Un cáncer que corroe la educación, como la sociedad y la cultura de la que es reflejo normalmente la escuela, consiste tanto en relativismo gnoseológico y moral, como en el olvido de la verdad de la persona, de la verdad del hombre, inseparable de Dios, Creador y Redentor, en el olvido de la naturaleza, de lo que corresponde al hombre por el hecho de serlo, en el olvido del bien y de la belleza, y en la reducción de la razón a la sola razón científica y técnica, a la razón práctico-instrumental.

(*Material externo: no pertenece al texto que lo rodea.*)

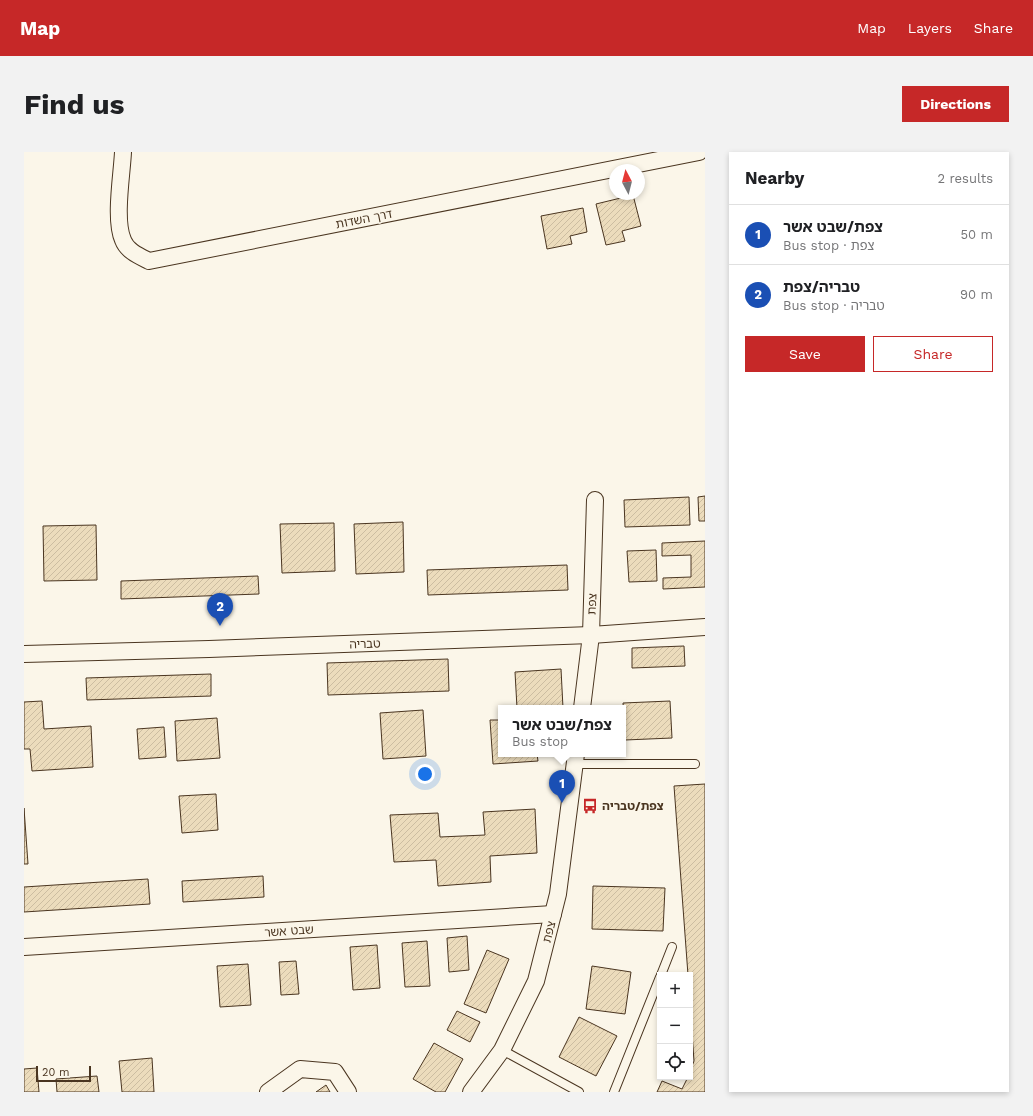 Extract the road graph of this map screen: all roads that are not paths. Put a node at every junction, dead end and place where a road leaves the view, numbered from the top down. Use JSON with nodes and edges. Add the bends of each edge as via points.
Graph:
{"nodes":[{"id":1,"x":123,"y":152,"type":"edge"},
{"id":2,"x":699,"y":152,"type":"edge"},
{"id":3,"x":595,"y":500,"type":"dead end"},
{"id":4,"x":705,"y":626,"type":"edge"},
{"id":5,"x":591,"y":635,"type":"junction"},
{"id":6,"x":24,"y":654,"type":"edge"},
{"id":7,"x":582,"y":705,"type":"edge"},
{"id":8,"x":576,"y":759,"type":"edge"},
{"id":9,"x":695,"y":764,"type":"dead end"},
{"id":10,"x":553,"y":914,"type":"junction"},
{"id":11,"x":24,"y":947,"type":"edge"},
{"id":12,"x":672,"y":947,"type":"dead end"},
{"id":13,"x":662,"y":972,"type":"edge"},
{"id":14,"x":657,"y":984,"type":"edge"},
{"id":15,"x":502,"y":1050,"type":"junction"},
{"id":16,"x":268,"y":1092,"type":"edge"},
{"id":17,"x":348,"y":1092,"type":"edge"},
{"id":18,"x":471,"y":1092,"type":"edge"},
{"id":19,"x":579,"y":1092,"type":"edge"},
{"id":20,"x":614,"y":1092,"type":"edge"}],
"edges":[{"from":1,"to":2,"type":"street","name":"דרך השדות","via":[[118,219],[123,240],[132,252],[149,261]]},
{"from":3,"to":5,"type":"street","name":"צפת"},
{"from":4,"to":5,"type":"street","name":"טבריה"},
{"from":5,"to":6,"type":"street","name":"טבריה"},
{"from":5,"to":7,"type":"street","name":"צפת"},
{"from":8,"to":9,"type":"lane"},
{"from":8,"to":10,"type":"street","name":"צפת","via":[[558,894]]},
{"from":10,"to":11,"type":"street","name":"שבט אשר"},
{"from":10,"to":15,"type":"street","name":"צפת","via":[[536,981]]},
{"from":12,"to":13,"type":"lane"},
{"from":14,"to":20,"type":"lane"},
{"from":15,"to":18,"type":"street","name":"צפת"},
{"from":15,"to":19,"type":"lane"},
{"from":16,"to":17,"type":"street","via":[[300,1069],[335,1072]]}]} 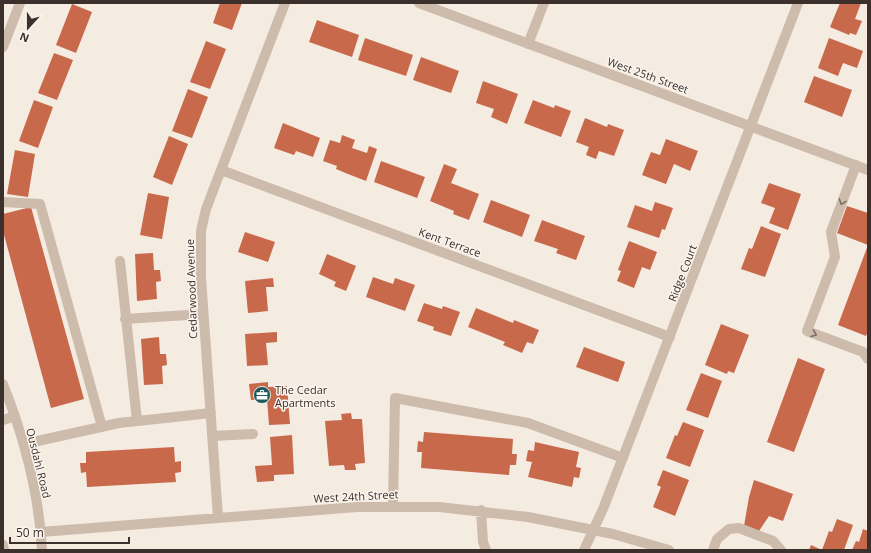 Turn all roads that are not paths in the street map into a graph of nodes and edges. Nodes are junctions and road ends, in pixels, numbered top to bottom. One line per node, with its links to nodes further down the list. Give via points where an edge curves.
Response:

La escuela católica debe ser evangelizadora. Evangelizar es humanizar, es educar; es llevar a cabo la obra de renovación de la humanidad con hombres y mujeres nuevos con la verdad del Evangelio; evangelizar es ayudar a aprender el arte de vivir, de ser hombre, en conformidad con quien es la verdad del hombre: Jesucristo. La escuela católica educa evangelizando. Una escuela así contribuye a un cambio decisivo en la sociedad. Por eso dije en mi conferencia del lunes en Valencia que la escuela católica hoy debería implicar una verdadera «revolución» en nuestra sociedad.